Publicacao/Comunicacao
Intimação
Apelação Cível Nº 5047820-18.2024.4.02.5101/RJ
RELATOR: Desembargador Federal MARCELO PEREIRA DA SILVA
APELANTE: VALDA SILVA CABRAL (AUTOR)
ADVOGADO(A): LUIZ ANTONIO CABRAL (OAB RJ033316)
EMENTA
ADMINISTRATIVO. recurso de apelação. MILITAR. PENSIONISTA. CONTRIBUIÇÃO PREVIDENCIÁRIA. LEGALIDADE E CONSTITUCIONALIDADE DA COBRANÇA. ausência de direito adquirido. sentença mantida. recurso desprovido.
I. Caso em exame
1. Apelação interposta contra a sentença que, em sede de Ação pelo Procedimento Comum, julgou improcedente o pedido para "condenar a Ré – UNIÃO FEDERAL a abster-se de proceder aos descontos da contribuição previdenciária ou quaisquer outros a mesmo título, exceto o desconto para o FUSEX, bem como, a repetição dos descontos indevidos ocorridos à partir de janeiro de 2020", condenando a parte autora "ao pagamento de honorários de 10% sobre o valor da causa atualizado", observada a gratuidade de justiça deferida.

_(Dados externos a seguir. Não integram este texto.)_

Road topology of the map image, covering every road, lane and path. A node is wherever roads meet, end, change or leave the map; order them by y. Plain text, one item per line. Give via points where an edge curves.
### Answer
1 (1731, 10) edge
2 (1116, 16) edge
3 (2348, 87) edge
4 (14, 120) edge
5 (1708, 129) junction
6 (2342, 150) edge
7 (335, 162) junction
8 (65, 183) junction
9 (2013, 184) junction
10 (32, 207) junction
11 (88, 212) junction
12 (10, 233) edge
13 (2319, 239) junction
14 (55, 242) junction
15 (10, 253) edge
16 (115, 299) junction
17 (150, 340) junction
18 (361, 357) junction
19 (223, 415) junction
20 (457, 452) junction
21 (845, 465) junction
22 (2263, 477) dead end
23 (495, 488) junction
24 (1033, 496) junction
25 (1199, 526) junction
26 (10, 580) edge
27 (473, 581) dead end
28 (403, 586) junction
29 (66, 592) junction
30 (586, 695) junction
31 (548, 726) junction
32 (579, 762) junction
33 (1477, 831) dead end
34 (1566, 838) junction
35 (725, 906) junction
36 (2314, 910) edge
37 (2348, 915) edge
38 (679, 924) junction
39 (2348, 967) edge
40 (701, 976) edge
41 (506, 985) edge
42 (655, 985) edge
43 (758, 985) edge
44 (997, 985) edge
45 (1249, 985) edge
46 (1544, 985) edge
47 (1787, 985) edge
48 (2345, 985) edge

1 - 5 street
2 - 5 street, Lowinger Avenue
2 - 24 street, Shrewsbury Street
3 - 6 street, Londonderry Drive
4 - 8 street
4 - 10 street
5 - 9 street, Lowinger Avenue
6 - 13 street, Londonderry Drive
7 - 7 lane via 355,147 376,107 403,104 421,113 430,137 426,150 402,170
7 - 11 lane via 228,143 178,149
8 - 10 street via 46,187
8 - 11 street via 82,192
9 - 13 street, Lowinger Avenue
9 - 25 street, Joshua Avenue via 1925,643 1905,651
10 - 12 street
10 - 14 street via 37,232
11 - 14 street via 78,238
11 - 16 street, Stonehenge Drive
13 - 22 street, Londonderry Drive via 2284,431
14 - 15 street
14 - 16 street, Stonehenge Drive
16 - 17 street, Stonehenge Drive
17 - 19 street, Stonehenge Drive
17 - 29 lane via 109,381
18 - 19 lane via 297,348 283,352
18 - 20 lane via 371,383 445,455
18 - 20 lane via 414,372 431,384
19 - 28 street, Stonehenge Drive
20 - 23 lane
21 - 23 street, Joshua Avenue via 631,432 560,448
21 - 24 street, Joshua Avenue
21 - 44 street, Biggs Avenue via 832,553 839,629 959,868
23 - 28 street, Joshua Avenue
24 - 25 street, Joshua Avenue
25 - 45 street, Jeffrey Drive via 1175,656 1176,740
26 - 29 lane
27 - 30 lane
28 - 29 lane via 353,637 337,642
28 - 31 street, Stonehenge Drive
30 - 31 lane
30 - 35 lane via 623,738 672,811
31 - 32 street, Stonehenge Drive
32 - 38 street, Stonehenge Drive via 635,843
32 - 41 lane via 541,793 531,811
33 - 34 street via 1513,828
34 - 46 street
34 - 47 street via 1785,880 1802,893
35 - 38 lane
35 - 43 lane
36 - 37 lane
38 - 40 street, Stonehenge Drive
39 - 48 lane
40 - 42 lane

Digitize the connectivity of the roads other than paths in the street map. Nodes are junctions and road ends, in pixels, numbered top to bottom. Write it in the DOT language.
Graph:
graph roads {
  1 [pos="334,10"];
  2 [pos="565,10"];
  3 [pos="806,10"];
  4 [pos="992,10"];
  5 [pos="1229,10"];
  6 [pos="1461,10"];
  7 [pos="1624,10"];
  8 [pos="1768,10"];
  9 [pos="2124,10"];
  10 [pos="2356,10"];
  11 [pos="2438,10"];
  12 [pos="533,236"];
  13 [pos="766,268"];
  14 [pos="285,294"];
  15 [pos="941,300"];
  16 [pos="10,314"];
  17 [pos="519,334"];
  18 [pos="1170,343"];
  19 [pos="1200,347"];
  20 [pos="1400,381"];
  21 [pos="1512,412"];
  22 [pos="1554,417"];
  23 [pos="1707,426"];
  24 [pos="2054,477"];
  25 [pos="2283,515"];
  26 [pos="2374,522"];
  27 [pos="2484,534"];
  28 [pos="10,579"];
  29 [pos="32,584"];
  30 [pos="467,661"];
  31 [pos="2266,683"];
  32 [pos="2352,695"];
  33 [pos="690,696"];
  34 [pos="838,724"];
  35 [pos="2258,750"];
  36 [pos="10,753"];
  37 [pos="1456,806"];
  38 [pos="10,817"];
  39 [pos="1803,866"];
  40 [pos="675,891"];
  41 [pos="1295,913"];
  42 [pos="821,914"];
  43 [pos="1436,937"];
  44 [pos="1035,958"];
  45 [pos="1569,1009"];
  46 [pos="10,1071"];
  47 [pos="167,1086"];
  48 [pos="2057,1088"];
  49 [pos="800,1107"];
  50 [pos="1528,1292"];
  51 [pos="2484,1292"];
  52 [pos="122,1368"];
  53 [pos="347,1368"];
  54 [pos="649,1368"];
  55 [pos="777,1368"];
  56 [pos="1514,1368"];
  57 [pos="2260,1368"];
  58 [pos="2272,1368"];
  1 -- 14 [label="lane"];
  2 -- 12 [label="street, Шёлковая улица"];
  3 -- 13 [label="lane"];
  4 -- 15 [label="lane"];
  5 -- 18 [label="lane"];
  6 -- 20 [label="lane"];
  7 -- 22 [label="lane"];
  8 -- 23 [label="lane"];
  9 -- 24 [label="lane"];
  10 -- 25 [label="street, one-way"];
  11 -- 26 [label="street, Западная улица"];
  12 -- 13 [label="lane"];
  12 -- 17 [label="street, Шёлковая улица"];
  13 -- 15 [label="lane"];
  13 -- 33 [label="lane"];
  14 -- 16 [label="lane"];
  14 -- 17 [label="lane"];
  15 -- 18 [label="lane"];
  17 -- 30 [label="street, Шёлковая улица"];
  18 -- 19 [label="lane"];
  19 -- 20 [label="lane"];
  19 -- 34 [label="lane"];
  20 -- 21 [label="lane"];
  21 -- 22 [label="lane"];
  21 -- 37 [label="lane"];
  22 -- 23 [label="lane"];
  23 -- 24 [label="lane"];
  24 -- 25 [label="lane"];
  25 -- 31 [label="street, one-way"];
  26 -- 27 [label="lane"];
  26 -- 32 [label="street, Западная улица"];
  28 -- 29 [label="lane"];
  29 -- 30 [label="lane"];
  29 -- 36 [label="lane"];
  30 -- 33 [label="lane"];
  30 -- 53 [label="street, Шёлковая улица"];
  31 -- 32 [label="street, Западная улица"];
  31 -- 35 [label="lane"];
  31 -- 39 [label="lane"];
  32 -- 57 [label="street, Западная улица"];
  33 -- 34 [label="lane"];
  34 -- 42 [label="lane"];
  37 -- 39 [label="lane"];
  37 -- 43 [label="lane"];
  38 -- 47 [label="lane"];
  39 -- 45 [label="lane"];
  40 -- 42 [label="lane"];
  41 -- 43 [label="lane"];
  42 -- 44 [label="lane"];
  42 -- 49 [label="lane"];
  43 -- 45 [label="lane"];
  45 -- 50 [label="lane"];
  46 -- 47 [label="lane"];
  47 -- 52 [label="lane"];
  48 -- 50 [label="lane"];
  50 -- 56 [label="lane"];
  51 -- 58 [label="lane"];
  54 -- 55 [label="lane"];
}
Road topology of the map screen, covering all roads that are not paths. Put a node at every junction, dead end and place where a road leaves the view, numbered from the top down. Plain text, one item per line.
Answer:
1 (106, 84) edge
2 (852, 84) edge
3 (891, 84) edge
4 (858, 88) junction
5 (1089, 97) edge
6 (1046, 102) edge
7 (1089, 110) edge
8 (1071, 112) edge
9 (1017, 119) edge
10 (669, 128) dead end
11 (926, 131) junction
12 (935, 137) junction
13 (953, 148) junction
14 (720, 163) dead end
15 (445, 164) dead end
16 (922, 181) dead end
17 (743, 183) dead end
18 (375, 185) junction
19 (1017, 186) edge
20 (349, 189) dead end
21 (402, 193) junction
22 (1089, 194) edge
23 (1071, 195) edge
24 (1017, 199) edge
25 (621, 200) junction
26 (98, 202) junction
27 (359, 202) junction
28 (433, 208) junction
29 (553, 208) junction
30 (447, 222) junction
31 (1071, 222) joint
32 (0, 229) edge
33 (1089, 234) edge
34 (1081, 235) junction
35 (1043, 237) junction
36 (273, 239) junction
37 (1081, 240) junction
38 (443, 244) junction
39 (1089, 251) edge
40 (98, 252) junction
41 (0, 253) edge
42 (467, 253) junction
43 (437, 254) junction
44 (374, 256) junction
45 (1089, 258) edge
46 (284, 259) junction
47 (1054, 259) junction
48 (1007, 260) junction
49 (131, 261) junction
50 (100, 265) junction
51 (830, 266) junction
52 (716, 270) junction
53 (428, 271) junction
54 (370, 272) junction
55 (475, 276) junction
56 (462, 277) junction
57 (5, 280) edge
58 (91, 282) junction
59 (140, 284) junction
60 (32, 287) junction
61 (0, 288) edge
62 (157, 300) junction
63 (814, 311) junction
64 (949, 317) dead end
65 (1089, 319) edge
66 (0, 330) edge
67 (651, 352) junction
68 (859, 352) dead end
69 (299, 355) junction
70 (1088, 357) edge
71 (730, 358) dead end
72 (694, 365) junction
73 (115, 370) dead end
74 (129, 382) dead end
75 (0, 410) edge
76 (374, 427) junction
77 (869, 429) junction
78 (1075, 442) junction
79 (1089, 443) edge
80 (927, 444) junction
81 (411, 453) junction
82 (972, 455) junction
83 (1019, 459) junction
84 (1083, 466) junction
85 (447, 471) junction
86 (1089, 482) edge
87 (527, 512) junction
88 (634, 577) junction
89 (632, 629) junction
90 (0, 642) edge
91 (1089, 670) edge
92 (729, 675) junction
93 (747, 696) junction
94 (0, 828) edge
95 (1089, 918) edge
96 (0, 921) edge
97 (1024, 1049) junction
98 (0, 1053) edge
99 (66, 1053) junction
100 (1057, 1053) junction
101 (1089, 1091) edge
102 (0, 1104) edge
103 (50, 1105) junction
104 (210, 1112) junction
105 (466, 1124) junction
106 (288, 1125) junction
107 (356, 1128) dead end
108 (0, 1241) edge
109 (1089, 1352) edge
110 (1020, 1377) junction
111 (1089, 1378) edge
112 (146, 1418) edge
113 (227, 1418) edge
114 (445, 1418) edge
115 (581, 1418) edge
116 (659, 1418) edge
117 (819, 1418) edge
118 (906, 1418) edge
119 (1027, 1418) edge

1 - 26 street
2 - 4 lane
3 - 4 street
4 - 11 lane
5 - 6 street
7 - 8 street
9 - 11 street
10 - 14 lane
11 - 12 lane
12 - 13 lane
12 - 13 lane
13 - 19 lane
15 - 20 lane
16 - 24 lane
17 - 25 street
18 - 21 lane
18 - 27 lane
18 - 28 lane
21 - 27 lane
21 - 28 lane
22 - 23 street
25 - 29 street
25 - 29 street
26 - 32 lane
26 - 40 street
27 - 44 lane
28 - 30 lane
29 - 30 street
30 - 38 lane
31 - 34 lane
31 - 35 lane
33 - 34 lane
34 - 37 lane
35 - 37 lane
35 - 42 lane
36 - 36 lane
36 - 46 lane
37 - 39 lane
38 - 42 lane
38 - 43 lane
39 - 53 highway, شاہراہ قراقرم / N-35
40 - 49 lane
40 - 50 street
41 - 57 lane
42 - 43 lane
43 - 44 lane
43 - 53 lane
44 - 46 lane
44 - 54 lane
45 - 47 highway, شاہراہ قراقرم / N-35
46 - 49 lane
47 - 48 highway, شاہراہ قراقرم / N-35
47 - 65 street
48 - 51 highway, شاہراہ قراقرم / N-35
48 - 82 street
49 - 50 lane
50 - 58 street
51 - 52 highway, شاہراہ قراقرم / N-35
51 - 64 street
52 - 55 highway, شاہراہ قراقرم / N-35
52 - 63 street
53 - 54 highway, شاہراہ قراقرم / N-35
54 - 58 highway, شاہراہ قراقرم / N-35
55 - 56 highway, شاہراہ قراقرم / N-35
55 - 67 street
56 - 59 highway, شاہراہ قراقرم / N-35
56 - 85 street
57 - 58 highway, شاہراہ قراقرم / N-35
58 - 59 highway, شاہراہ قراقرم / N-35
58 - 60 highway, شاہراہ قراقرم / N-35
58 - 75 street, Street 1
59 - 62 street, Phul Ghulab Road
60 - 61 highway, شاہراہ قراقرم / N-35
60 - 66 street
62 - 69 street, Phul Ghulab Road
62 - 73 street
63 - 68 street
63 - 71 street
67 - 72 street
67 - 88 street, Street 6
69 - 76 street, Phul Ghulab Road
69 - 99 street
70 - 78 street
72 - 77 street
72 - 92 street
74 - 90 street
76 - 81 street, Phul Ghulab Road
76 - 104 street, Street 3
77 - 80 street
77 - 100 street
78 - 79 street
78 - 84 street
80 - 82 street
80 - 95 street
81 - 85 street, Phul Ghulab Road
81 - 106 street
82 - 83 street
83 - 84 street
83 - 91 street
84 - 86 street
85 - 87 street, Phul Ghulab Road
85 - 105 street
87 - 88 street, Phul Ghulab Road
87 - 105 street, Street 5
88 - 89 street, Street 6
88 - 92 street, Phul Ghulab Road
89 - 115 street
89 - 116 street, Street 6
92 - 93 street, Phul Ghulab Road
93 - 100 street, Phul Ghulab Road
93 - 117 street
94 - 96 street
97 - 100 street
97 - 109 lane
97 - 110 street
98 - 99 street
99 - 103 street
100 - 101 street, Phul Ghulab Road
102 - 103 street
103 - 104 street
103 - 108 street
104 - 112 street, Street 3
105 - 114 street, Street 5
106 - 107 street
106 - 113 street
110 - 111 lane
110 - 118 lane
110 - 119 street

Alegou, em síntese, a parte autora que, na condição de pensionista militar de ex-combatente, em reversão pelo óbito de sua mãe, pelo falecimento do seu genitor 2º Ten. do Exército VALDIR FREIRE DA SILVA, falecido em 29/04/1980, "nunca contribuiu ou ocorreu descontos referente a cota para o previdência dos militares, exceto para o FUSEX, portanto há mais de 36 (trinta e seis) anos, nunca a demandante sofreu qualquer desconto em seus proventos. reafirme-se, à título de cota ou desconto para previdência militar ou a outro título. Aduziu que, no entanto, "a partir de janeiro de 2020, por força da famigerada Lei No 13.954, de dezembro de 2019, que alterou o artigo 4º, da Lei No 3.765, de 4 de maio de 1960, foi instituído uma contribuição além dos militares das Forças Armadas, também para seus pensionistas, descontos esse nunca havido na sua pensão militar".
II. Questão em discussão
2. A discussão do feito cinge-se a verificar se a União pode instituir contribuição previdenciária sobre pensões militares já concedidas antes da vigência da Lei nº 13.954/2019, ou isso violaria o direito adquirido da pensionista e o princípio da irredutibilidade.
III. Razões de decidir
3.A Lei nº 13.954/2019, que estabeleceu a "Reforma Previdenciária dos Militares", modificou a Lei nº 3.765/60, a qual dispõe sobre as Pensões Militares, instituindo a obrigatoriedade da contribuição previdenciária de servidores militares inativos e de pensionistas. De fato, o Supremo Tribunal Federal já deixou assentado, em reiterados precedentes, o entendimento de que o servidor público não possui direito adquirido a regime jurídico, podendo este ser alterado, unilateralmente, pela Administração, através de lei, desde que assegurado o direito à irredutibilidade de vencimentos.
4.Do mesmo modo, consoante entendimento solidificado pelo STF, não há direito adquirido a regime tributário ou previdenciário, de forma que a majoração ou instituição de alíquota de contribuição previdenciária não viola a garantia de irredutibilidade dos vencimentos.
5. Como bem destacado na sentença, "no que diz respeito aos beneficiários de pensão militar, não há dúvidas acerca da aplicabilidade das exigências de custeio previdenciário introduzidas pela Lei nº 13.954/2019, na medida em que as novas disposições legais alcançam eventos de trato sucessivo. Por conseguinte, diante da inexistência de qualquer efeito retroativo, os descontos a título de contribuição efetuados nos contracheques da autora a partir de 2020 de forma alguma configuram ofensa à segurança jurídica". Ou seja, "nenhuma irregularidade se verifica na Lei nº 13.954/19, que, reestruturando a carreira militar e o Sistema de Proteção Social dos Militares das Forças Armadas, alterou a Lei nº 3.765/60, e, de forma similar ao que ocorreu com os servidores públicos, passou a prever, a fim de reforçar princípios constitucionais como os da equidade na forma de participação no custeio e diversidade da base de financiamento, a contribuição sobre proventos de inatividade e pensões".
IV. Dispositivo
6. Recurso de apelação desprovido.
ACÓRDÃO
Vistos e relatados estes autos em que são partes as acima indicadas, a Egrégia 8ª Turma Especializada do Tribunal Regional Federal da 2ª Região decidiu, por unanimidade, negar provimento à apelação, nos termos do relatório, votos e notas de julgamento que ficam fazendo parte integrante do presente julgado.
Rio de Janeiro, 02 de julho de 2025.